Las escrituras judías, el Antiguo Testamento cristiano, revelan al Rey David como la persona que mejor captó esto. Entre todos los personajes del Antiguo Testamento, incluyendo Moisés y los grandes profetas, David es presentado como la persona que mejor ejemplifica lo que significa caminar en esta tierra a imagen y semejanza de Dios, a pesar de que en un momento dado abusara terriblemente de esa confianza. A pesar de su gran pecado, es a David y no a Moisés o a los profetas a quien Jesús atribuye su propio linaje. David es la figura de Cristo en el Antiguo Testamento. Vivió en santo temor de Dios, y nunca con un temor enfermizo.
Por citar sólo un ejemplo destacado: El Libro de los Reyes narra un incidente en el que un día David regresa del campo de batalla con sus soldados. Sus tropas vuelven hambrientas. El único alimento disponible es el pan del templo. David lo pide y el sacerdote le dice que ese pan sólo pueden consumirlo los sacerdotes, con rito sagrado. Y él le responde más o menos así: “Yo soy el rey, puesto aquí por Dios para obrar responsablemente en su nombre. Ordinariamente no pedimos el pan del templo, pero ésta es una excepción, un caso de pura emergencia; los soldados necesitan comida y Dios querría que, con responsabilidad, hiciéramos esto”. Y así tomó el pan del templo y se lo distribuyó a sus soldados. En los Evangelios Jesús alaba esta acción de David y nos pide que le imitemos, diciéndonos que no estamos hechos para el sábado, sino, al contrario, que el sábado está hecho para nosotros.
David entendió lo que eso significa. Discernió que Dios no es tanto una personificación de una ley a la que hay que obedecer, como una amable presencia bajo la cual se nos pide que vivamos con creatividad. David temía a Dios, pero como alguien teme a otro con amor, con un “santo temor”, no con temor ciego y leguleyo.

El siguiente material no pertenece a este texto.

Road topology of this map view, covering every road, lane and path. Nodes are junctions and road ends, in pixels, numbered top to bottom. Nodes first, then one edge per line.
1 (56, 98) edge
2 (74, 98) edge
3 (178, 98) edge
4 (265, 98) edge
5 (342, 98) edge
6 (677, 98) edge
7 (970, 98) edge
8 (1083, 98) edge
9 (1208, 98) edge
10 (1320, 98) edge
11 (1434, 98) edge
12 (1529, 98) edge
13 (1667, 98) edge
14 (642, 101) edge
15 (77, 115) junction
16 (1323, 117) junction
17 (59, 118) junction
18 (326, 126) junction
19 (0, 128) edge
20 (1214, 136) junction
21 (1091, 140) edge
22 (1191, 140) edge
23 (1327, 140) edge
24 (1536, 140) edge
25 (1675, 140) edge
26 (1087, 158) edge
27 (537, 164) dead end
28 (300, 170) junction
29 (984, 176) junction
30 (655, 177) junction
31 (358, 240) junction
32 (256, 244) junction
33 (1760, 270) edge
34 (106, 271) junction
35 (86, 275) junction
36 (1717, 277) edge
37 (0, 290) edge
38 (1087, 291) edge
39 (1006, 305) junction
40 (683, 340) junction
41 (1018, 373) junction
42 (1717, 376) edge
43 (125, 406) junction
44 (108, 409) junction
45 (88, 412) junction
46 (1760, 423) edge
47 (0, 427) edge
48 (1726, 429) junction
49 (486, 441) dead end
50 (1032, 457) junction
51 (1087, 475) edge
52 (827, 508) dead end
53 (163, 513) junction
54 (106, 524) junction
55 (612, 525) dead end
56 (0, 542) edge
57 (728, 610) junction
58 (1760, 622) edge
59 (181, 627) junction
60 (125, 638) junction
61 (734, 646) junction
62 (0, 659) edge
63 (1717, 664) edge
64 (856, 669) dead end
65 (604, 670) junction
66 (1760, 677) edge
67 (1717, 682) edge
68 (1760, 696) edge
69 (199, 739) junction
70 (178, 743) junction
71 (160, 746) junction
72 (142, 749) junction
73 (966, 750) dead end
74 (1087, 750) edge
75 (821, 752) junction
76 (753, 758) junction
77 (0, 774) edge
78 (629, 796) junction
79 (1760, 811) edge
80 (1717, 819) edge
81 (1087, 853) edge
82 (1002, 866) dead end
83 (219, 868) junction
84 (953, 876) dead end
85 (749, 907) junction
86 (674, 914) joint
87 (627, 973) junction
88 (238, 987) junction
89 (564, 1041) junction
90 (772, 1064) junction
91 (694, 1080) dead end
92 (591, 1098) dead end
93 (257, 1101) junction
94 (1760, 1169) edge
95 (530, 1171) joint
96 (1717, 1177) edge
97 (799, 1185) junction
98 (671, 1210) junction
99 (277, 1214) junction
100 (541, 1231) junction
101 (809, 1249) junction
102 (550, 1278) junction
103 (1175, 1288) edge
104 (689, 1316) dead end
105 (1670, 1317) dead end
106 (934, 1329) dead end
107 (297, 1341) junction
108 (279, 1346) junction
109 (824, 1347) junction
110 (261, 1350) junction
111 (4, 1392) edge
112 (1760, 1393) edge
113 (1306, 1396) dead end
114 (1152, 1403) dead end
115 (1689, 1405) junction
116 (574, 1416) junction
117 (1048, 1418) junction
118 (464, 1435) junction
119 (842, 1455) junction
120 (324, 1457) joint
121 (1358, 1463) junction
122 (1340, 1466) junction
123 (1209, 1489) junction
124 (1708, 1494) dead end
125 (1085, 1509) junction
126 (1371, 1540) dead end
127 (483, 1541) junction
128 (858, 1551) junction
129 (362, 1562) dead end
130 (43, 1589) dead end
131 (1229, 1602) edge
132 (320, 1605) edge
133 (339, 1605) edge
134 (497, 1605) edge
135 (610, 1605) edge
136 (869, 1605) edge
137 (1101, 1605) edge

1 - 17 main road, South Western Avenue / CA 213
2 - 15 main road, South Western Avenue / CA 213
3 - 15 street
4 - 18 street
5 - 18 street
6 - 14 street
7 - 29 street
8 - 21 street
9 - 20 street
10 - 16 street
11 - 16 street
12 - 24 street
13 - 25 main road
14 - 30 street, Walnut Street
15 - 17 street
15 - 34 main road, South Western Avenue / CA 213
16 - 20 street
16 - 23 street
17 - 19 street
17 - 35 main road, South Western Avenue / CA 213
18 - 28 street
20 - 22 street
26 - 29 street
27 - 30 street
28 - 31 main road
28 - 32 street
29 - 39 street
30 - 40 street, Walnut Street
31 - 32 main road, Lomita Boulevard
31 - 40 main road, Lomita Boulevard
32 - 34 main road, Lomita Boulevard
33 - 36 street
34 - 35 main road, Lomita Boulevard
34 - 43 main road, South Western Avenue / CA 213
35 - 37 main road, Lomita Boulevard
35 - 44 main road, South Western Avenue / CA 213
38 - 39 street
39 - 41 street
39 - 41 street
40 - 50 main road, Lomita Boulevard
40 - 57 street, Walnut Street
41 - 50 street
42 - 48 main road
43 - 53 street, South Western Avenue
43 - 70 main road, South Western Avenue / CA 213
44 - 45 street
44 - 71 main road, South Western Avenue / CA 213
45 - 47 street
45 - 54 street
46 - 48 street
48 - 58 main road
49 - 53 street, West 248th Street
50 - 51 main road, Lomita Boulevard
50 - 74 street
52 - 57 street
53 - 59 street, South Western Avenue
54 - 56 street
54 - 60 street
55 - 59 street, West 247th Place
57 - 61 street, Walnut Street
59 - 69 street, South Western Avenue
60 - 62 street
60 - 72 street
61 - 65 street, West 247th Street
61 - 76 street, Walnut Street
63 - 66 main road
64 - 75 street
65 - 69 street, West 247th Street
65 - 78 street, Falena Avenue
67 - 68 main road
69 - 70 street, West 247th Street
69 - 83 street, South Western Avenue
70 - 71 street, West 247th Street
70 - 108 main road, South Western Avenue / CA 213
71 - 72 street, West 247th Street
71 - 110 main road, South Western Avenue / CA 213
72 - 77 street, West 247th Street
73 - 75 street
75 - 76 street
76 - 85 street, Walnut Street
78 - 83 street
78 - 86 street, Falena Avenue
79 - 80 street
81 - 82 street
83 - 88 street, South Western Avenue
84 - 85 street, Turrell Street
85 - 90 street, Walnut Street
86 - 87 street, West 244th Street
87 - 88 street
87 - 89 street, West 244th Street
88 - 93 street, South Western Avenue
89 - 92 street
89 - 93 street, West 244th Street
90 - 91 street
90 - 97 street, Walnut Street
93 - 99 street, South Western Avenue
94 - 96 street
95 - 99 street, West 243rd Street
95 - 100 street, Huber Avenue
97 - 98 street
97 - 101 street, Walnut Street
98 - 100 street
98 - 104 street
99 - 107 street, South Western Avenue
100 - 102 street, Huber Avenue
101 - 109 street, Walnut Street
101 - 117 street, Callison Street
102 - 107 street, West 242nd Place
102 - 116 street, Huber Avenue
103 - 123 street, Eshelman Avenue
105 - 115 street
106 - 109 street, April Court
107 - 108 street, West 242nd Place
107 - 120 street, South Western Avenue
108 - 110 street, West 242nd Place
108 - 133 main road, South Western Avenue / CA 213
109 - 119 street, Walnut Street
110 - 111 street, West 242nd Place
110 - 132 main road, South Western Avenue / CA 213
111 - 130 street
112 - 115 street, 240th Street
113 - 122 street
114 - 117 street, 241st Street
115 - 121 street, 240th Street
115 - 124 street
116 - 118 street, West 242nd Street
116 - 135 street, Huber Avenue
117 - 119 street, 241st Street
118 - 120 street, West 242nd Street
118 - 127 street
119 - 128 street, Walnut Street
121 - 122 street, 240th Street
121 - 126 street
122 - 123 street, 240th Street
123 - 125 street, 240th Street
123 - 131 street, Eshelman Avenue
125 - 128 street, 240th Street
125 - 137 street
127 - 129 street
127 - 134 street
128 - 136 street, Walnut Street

Una vez, una madre joven compartió esta curiosa historia conmigo: Su hijo de seis años acababa de comenzar a ir a la escuela. Ella le había enseñado a arrodillarse cada noche al lado de su cama antes de acostarse y a recitar algunas oraciones de noche. Una noche, pocos días después de haber comenzado la escuela, el niño brincó a la cama por la noche sin arrodillarse antes para rezar. Sorprendida por ello, su madre le retó con estas palabras: “¿Ya no rezas, hijo mío?”. Su réplica fue: “No, mamá, no rezo. Mi maestra en la escuela nos dijo que no tenemos que rezar... Dijo que tenemos que hablar con Dios…, pero hoy estoy cansado, ¡y además no tengo nada que decirle a Dios!”
Como el rey David, este niño también había discernido lo que significa realmente ser hijo de Dios y cómo Dios no es tanto una ley inflexible que hay que obedecer, sino una amable presencia que desea una relación amorosa mutua, relación de “santo temor”.